In eukaryotes, protein synthesis for nearly all proteins begins in the cytoplasm via mega protein complexes called ribosomes. Various proteins complete their synthesis and folding in the cytoplasm and remain there where they function. However, many others are exported out of the cytoplasm and into the endoplasmic reticulum (ER) where they acquire the needed post-translational modifications (e.g., disulfide bonds, glycosylation, etc.) to attain their proper protein structure and biological activity prior to export to their intended cellular locations (e.g., Golgi, peroxisome and lysosomal proteins) or to the cell surface (e.g., receptors, ion channels, etc.) or secreted out of cells (e.g., antibodies, clotting factors, hormones, etc.). Proteins destined for export out of the cytoplasm are distinguished from cytoplasmic proteins by a specialized protein element at the amino (N-) terminus called the signal sequence.
Signal sequences (also called signal peptides) have no consensus amino acid sequence or length but typically comprise the initial 15-40 residues at the N-terminus with 7-20 contiguous hydrophobic amino acid residues which form an α-helical secondary structure that is often flanked by charged residues. Signal sequences are identified in the cytoplasm by a specialized multi-subunit protein:RNA complex called the signal recognition particle (SRP) which directs these nascent proteins to specialized pores within the ER membrane called translocons where these proteins are transported across the ER membrane into the ER lumen—a process known as protein translocation.
Protein translocation occurs concurrently during protein synthesis (i.e., co-translationally) in mammals while in other eukaryotes (e.g., yeast), this process can be either co- or post-translational. Signal sequence-mediated protein translocation is also utilized in bacteria for directing proteins out of the cytoplasm and into the periplasm. In mammals, signal sequences are identified by SRP as they emerge from ribosomes which temporarily pauses protein translation to allow the targeting of the entire SRP-nascent protein-ribosome complex to translocons via the associated SRP receptor. Protein synthesis is resumed after SRP is released and the ribosome-nascent protein complex is properly docked at the translocon.
Most enzyme and other protein therapeutics are produced by recombinant technology that is designed to secrete these recombinant proteins out of cells and into cell culture to simplify downstream purification. These recombinant enzymes and other proteins therefore must utilize signal sequences and this same cellular pathway for secretion. High-level production of these proteins therefore requires signal sequences that can mediate efficient ER targeting and protein translocation across the ER membrane. However, signal sequences are not equivalent for facilitating ER targeting and translocation. The identification of signal sequences by SRP is believed to occur rapidly and efficiently, but the subsequent ER targeting and translocation steps are highly disparate among proteins.

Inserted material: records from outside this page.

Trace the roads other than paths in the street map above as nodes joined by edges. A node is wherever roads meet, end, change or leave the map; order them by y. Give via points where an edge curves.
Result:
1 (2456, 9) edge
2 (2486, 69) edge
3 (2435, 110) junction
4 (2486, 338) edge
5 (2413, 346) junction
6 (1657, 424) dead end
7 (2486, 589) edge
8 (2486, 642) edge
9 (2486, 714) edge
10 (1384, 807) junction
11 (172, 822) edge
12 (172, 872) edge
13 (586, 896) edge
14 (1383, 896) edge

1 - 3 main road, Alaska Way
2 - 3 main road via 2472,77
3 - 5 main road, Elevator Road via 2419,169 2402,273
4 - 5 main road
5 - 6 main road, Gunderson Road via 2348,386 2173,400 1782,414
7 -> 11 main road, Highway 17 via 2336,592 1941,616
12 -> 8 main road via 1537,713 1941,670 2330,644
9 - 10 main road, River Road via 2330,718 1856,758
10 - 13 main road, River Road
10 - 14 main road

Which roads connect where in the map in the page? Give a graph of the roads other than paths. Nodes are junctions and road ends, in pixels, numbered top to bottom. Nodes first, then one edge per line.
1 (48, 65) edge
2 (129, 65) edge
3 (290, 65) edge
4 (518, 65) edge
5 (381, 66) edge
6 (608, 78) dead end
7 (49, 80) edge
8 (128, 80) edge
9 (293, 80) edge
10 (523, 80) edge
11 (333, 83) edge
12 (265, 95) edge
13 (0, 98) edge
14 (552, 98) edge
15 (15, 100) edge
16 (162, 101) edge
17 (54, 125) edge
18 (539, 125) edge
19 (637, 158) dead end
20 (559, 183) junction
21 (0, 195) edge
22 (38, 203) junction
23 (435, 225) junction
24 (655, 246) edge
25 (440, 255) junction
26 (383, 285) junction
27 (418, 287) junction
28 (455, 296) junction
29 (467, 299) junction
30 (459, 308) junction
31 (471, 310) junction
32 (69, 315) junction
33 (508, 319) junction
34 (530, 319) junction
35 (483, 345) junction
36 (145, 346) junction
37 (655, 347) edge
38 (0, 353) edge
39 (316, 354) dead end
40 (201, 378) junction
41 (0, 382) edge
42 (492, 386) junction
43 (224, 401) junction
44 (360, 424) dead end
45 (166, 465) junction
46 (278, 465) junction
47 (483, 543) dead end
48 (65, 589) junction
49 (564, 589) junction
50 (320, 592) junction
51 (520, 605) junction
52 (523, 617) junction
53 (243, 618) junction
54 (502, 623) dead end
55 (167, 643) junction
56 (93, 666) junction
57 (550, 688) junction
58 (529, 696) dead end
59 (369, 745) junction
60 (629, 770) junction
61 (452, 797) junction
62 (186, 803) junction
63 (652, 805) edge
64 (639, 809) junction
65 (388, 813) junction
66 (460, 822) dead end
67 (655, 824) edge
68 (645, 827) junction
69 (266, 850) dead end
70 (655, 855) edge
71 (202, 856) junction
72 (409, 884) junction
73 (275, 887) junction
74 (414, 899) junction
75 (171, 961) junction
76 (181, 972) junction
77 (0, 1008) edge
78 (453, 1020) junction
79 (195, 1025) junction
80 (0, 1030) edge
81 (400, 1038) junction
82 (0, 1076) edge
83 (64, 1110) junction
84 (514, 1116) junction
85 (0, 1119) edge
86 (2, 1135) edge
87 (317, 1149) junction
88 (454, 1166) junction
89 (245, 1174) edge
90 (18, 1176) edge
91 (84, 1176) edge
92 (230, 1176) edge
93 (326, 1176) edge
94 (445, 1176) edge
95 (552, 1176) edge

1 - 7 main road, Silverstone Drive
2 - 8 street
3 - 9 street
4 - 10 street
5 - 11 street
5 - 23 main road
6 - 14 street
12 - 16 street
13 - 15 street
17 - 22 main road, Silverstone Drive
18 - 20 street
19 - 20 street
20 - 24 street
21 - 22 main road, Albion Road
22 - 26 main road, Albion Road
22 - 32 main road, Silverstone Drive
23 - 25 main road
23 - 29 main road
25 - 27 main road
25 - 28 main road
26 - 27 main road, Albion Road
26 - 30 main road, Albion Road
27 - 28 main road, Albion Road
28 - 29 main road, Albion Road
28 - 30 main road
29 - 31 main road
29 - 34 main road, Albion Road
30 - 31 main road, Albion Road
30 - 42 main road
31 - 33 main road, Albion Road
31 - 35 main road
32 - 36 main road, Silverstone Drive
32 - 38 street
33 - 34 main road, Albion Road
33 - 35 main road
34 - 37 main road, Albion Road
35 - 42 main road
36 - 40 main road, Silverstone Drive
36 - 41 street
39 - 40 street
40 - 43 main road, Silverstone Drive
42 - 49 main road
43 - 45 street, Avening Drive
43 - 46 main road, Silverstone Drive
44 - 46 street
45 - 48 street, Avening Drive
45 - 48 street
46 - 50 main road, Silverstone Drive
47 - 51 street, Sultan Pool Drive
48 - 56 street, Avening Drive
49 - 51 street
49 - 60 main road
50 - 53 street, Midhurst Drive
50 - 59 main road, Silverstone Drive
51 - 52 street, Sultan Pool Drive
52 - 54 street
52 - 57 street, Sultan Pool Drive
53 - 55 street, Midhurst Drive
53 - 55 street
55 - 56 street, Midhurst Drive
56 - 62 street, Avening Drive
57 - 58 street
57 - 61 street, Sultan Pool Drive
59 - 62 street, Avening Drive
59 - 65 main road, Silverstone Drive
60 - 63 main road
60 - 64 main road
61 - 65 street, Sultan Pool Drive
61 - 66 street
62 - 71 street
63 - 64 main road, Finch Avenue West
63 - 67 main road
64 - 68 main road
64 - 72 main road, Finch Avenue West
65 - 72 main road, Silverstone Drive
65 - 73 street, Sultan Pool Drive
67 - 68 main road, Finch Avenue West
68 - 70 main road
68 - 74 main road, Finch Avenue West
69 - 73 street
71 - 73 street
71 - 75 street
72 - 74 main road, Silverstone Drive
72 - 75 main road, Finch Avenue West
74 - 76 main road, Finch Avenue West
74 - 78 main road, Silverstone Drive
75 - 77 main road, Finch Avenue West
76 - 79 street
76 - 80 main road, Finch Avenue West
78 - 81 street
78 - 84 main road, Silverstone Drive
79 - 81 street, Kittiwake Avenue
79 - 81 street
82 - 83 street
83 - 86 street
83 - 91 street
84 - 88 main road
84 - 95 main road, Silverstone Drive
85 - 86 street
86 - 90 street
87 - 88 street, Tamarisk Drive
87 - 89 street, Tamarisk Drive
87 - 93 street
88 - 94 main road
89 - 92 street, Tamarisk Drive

Because signal sequences are recognized twice, first by SRP for targeting the nascent protein-ribosome complex to ER and subsequently by translocon proteins (i.e., Sec61 proteins) and other translocon-associated ER proteins to initiate translocation, both are potential sites for regulation. This latter step has been shown to be much more stringent and less efficient and thus, is a major bottleneck in this process. Surprisingly, most signal sequences are intrinsically inefficient for facilitating protein translocation. Consequently, many ER-targeted nascent protein-ribosome complexes dissociate from the ER membrane and protein synthesis is aborted, thereby reducing their protein expression and secretion.